* _Task prompt_:
Repeat the records below exactly.

* _Data for this task_:
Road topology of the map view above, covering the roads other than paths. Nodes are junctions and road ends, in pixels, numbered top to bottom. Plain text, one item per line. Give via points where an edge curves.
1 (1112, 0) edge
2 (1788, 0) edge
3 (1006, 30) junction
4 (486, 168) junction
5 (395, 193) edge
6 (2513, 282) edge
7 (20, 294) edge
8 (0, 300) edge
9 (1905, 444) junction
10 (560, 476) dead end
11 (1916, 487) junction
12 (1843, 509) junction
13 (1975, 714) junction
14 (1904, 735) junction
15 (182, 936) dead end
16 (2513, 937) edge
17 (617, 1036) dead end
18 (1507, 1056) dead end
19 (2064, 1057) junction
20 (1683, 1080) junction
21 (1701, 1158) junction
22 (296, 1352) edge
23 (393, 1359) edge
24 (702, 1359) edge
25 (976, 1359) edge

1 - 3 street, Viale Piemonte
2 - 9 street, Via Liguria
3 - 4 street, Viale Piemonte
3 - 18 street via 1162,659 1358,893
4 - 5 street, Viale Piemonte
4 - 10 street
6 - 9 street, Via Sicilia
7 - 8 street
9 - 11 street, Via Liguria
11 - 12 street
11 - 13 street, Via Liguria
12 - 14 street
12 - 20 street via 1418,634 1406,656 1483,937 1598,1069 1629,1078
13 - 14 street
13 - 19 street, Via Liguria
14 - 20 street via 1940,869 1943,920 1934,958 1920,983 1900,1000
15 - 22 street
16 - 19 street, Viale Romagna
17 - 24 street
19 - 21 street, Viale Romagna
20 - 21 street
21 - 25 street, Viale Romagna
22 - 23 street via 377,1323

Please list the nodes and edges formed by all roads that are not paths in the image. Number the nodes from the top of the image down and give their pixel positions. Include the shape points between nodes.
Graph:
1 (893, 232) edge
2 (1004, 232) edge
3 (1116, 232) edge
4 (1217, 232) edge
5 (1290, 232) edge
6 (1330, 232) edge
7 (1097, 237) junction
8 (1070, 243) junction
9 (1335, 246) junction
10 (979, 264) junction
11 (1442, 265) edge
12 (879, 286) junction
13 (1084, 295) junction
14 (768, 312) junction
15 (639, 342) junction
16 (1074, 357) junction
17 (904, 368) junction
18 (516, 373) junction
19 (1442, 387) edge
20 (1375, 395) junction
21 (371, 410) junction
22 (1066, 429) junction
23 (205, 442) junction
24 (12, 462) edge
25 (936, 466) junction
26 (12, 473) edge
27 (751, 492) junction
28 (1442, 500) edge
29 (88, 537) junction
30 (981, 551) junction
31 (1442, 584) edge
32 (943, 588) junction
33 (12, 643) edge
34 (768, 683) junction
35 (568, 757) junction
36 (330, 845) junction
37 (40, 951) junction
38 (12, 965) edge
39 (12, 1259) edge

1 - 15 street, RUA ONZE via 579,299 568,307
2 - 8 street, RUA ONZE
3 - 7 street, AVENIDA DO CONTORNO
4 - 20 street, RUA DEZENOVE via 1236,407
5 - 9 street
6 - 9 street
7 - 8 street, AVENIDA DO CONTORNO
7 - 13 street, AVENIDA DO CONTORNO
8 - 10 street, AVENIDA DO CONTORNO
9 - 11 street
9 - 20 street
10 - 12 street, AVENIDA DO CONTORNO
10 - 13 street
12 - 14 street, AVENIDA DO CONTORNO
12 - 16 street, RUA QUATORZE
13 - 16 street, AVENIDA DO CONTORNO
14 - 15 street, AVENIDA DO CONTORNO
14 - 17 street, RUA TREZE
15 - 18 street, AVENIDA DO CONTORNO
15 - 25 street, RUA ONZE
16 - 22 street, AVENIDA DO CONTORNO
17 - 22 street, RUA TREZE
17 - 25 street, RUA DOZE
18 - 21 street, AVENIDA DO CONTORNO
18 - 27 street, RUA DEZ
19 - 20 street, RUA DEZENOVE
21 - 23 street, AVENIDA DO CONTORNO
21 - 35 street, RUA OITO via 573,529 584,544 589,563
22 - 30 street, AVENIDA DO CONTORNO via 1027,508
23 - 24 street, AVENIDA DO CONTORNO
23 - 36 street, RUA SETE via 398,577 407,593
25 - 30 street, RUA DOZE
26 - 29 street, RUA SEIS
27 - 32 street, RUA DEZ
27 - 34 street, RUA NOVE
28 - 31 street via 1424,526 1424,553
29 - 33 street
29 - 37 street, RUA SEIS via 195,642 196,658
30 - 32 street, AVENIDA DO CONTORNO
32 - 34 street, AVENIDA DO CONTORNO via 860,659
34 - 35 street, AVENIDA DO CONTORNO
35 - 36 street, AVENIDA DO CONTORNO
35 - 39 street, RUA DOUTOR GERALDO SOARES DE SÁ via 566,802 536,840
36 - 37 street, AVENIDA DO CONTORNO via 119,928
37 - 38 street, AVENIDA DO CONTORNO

* _Solved exercise_:
Road topology of the map view above, covering the roads other than paths. Nodes are junctions and road ends, in pixels, numbered top to bottom. Plain text, one item per line. Give via points where an edge curves.
1 (1112, 0) edge
2 (1788, 0) edge
3 (1006, 30) junction
4 (486, 168) junction
5 (395, 193) edge
6 (2513, 282) edge
7 (20, 294) edge
8 (0, 300) edge
9 (1905, 444) junction
10 (560, 476) dead end
11 (1916, 487) junction
12 (1843, 509) junction
13 (1975, 714) junction
14 (1904, 735) junction
15 (182, 936) dead end
16 (2513, 937) edge
17 (617, 1036) dead end
18 (1507, 1056) dead end
19 (2064, 1057) junction
20 (1683, 1080) junction
21 (1701, 1158) junction
22 (296, 1352) edge
23 (393, 1359) edge
24 (702, 1359) edge
25 (976, 1359) edge

1 - 3 street, Viale Piemonte
2 - 9 street, Via Liguria
3 - 4 street, Viale Piemonte
3 - 18 street via 1162,659 1358,893
4 - 5 street, Viale Piemonte
4 - 10 street
6 - 9 street, Via Sicilia
7 - 8 street
9 - 11 street, Via Liguria
11 - 12 street
11 - 13 street, Via Liguria
12 - 14 street
12 - 20 street via 1418,634 1406,656 1483,937 1598,1069 1629,1078
13 - 14 street
13 - 19 street, Via Liguria
14 - 20 street via 1940,869 1943,920 1934,958 1920,983 1900,1000
15 - 22 street
16 - 19 street, Viale Romagna
17 - 24 street
19 - 21 street, Viale Romagna
20 - 21 street
21 - 25 street, Viale Romagna
22 - 23 street via 377,1323

Please list the nodes and edges formed by all roads that are not paths in the image. Number the nodes from the top of the image down and give their pixel positions. Include the shape points between nodes.
Graph:
1 (893, 232) edge
2 (1004, 232) edge
3 (1116, 232) edge
4 (1217, 232) edge
5 (1290, 232) edge
6 (1330, 232) edge
7 (1097, 237) junction
8 (1070, 243) junction
9 (1335, 246) junction
10 (979, 264) junction
11 (1442, 265) edge
12 (879, 286) junction
13 (1084, 295) junction
14 (768, 312) junction
15 (639, 342) junction
16 (1074, 357) junction
17 (904, 368) junction
18 (516, 373) junction
19 (1442, 387) edge
20 (1375, 395) junction
21 (371, 410) junction
22 (1066, 429) junction
23 (205, 442) junction
24 (12, 462) edge
25 (936, 466) junction
26 (12, 473) edge
27 (751, 492) junction
28 (1442, 500) edge
29 (88, 537) junction
30 (981, 551) junction
31 (1442, 584) edge
32 (943, 588) junction
33 (12, 643) edge
34 (768, 683) junction
35 (568, 757) junction
36 (330, 845) junction
37 (40, 951) junction
38 (12, 965) edge
39 (12, 1259) edge

1 - 15 street, RUA ONZE via 579,299 568,307
2 - 8 street, RUA ONZE
3 - 7 street, AVENIDA DO CONTORNO
4 - 20 street, RUA DEZENOVE via 1236,407
5 - 9 street
6 - 9 street
7 - 8 street, AVENIDA DO CONTORNO
7 - 13 street, AVENIDA DO CONTORNO
8 - 10 street, AVENIDA DO CONTORNO
9 - 11 street
9 - 20 street
10 - 12 street, AVENIDA DO CONTORNO
10 - 13 street
12 - 14 street, AVENIDA DO CONTORNO
12 - 16 street, RUA QUATORZE
13 - 16 street, AVENIDA DO CONTORNO
14 - 15 street, AVENIDA DO CONTORNO
14 - 17 street, RUA TREZE
15 - 18 street, AVENIDA DO CONTORNO
15 - 25 street, RUA ONZE
16 - 22 street, AVENIDA DO CONTORNO
17 - 22 street, RUA TREZE
17 - 25 street, RUA DOZE
18 - 21 street, AVENIDA DO CONTORNO
18 - 27 street, RUA DEZ
19 - 20 street, RUA DEZENOVE
21 - 23 street, AVENIDA DO CONTORNO
21 - 35 street, RUA OITO via 573,529 584,544 589,563
22 - 30 street, AVENIDA DO CONTORNO via 1027,508
23 - 24 street, AVENIDA DO CONTORNO
23 - 36 street, RUA SETE via 398,577 407,593
25 - 30 street, RUA DOZE
26 - 29 street, RUA SEIS
27 - 32 street, RUA DEZ
27 - 34 street, RUA NOVE
28 - 31 street via 1424,526 1424,553
29 - 33 street
29 - 37 street, RUA SEIS via 195,642 196,658
30 - 32 street, AVENIDA DO CONTORNO
32 - 34 street, AVENIDA DO CONTORNO via 860,659
34 - 35 street, AVENIDA DO CONTORNO
35 - 36 street, AVENIDA DO CONTORNO
35 - 39 street, RUA DOUTOR GERALDO SOARES DE SÁ via 566,802 536,840
36 - 37 street, AVENIDA DO CONTORNO via 119,928
37 - 38 street, AVENIDA DO CONTORNO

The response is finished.